## How to complete this task
The output should be all lines of the entries below in which the word "Phetkasem" occurs.

## Data
----

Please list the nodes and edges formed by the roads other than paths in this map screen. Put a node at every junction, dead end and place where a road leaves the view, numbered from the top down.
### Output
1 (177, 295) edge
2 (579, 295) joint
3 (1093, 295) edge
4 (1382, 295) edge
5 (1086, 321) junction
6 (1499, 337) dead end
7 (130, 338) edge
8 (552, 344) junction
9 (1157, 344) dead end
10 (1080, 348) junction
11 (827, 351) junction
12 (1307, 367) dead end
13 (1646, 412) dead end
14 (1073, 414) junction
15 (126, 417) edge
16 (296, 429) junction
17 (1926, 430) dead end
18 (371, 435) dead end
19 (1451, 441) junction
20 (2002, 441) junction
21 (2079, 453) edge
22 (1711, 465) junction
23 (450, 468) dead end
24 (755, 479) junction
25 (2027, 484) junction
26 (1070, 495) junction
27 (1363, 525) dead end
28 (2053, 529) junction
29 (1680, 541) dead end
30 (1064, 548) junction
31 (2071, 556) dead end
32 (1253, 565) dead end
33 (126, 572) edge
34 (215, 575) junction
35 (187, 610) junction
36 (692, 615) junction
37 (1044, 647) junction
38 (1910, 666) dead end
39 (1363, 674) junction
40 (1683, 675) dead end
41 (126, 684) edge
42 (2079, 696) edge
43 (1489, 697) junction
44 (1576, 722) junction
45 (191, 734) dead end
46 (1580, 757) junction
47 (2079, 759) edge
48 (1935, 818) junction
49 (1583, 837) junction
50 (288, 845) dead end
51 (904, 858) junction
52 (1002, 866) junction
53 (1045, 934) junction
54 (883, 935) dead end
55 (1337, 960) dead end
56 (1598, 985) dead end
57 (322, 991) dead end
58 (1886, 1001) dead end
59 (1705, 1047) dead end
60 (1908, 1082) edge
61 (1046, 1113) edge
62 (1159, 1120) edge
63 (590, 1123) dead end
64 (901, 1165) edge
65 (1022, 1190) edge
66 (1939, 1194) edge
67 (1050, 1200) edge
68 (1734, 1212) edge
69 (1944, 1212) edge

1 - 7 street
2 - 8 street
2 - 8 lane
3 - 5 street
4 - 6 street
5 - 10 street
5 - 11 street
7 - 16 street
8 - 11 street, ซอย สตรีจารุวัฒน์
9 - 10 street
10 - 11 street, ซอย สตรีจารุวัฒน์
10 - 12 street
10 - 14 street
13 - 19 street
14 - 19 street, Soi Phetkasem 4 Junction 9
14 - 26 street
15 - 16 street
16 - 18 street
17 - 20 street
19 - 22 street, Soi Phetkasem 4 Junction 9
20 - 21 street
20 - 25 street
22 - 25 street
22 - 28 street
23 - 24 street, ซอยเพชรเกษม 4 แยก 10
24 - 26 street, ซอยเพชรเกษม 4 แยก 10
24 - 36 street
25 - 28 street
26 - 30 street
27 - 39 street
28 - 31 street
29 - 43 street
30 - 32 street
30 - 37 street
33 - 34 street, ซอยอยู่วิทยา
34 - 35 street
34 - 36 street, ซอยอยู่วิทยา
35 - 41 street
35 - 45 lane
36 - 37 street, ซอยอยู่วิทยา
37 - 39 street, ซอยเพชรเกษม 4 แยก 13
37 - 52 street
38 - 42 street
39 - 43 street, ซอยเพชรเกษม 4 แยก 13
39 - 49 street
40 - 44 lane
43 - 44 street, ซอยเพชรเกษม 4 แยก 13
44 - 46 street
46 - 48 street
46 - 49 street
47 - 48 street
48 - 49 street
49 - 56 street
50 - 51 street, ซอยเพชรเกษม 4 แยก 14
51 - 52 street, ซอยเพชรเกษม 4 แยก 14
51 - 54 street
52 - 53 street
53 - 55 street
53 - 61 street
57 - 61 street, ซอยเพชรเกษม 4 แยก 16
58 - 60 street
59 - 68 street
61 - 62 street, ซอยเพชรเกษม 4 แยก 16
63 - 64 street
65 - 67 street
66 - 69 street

----

## Task output
14 - 19 street, Soi Phetkasem 4 Junction 9
19 - 22 street, Soi Phetkasem 4 Junction 9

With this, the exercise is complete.